Ⅱブッダとダルマ
①伝説的ブッダと神話的ブッダ

さて、まずそもそも仏教とはどのような宗教かということを確認しておくと、読んで字の如く「仏の教え」すなわち「ブッダの教え」です。

キリスト教がイエス・キリスト、イスラーム教がムハンマドというように、仏教という宗教にもそれを開いた始祖がいるわけで、それが「ブッダ」であるということです。

前回述べましたように、仏教には多様な仏(ブッダ)があるわけですが、ここで言うブッダとは、歴史的に実在した人物「ゴータマ・ブッダ」を示すこととなります。

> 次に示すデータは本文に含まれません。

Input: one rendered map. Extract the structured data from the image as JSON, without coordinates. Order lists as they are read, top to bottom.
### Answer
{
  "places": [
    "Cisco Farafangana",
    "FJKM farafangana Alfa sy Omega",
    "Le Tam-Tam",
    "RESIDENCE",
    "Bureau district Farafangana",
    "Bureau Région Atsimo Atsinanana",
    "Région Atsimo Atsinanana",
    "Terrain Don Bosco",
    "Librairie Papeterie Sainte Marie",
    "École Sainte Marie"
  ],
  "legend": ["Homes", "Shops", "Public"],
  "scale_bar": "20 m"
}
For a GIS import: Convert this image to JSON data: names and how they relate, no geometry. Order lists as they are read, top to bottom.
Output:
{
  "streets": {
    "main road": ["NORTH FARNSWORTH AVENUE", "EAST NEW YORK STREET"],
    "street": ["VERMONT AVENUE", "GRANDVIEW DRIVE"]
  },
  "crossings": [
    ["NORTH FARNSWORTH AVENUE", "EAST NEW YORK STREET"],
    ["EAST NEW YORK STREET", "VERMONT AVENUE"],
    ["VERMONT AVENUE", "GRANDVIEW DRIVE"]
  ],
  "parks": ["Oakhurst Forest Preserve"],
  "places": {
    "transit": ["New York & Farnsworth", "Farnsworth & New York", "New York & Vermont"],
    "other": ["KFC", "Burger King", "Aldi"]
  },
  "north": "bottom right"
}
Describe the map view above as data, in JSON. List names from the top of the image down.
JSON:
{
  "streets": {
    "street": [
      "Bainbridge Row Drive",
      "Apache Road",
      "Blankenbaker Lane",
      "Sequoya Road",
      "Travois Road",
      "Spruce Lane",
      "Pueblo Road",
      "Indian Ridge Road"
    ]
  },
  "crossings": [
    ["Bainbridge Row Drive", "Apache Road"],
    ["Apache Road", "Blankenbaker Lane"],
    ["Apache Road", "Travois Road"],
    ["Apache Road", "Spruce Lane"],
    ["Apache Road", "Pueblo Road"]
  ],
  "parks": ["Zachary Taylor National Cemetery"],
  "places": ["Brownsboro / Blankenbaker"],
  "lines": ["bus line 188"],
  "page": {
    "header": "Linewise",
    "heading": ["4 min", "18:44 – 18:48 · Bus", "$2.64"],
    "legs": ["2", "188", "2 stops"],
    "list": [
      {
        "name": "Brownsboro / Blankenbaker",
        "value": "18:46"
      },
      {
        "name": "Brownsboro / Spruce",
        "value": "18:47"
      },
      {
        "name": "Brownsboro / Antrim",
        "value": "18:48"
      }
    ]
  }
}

ゴータマ・ブッダは約2500年前の北インドに実在したとされる人物で、本名は「ゴータマ・シッダルタ」であったといわれています。なにしろ紀元前約500年という昔のことですから、その人について伝えられていることが史実かどうかは定かではありませんが、シャーキヤ族という種族の王子として生まれたその人が「ブッダ」と称され、尊崇の対象として敬われていたことは、歴史的事実として確かなようです。 

シャーキヤ族を漢字で音写すると「釈迦(しゃか)」になりますので、日本では親しみを込めて「お釈迦さま」と呼ばれています。また他にも「釈尊(しゃくそん)」という呼び方もされますが、これは「釈迦牟尼世尊(しゃかむにせそん)」を略した呼び名で、「釈迦族の聖者」という意味の尊称になります。

ゴータマ・ブッダの時代から約1000年を経て日本に伝わってきた大乗仏教の経典では、神通力で意思疎通したり瞬間移動したりする超人的な存在として神格化されて描かれている釈尊ですが、史実として見るなら、私たちと同様に生身の一人の人間です。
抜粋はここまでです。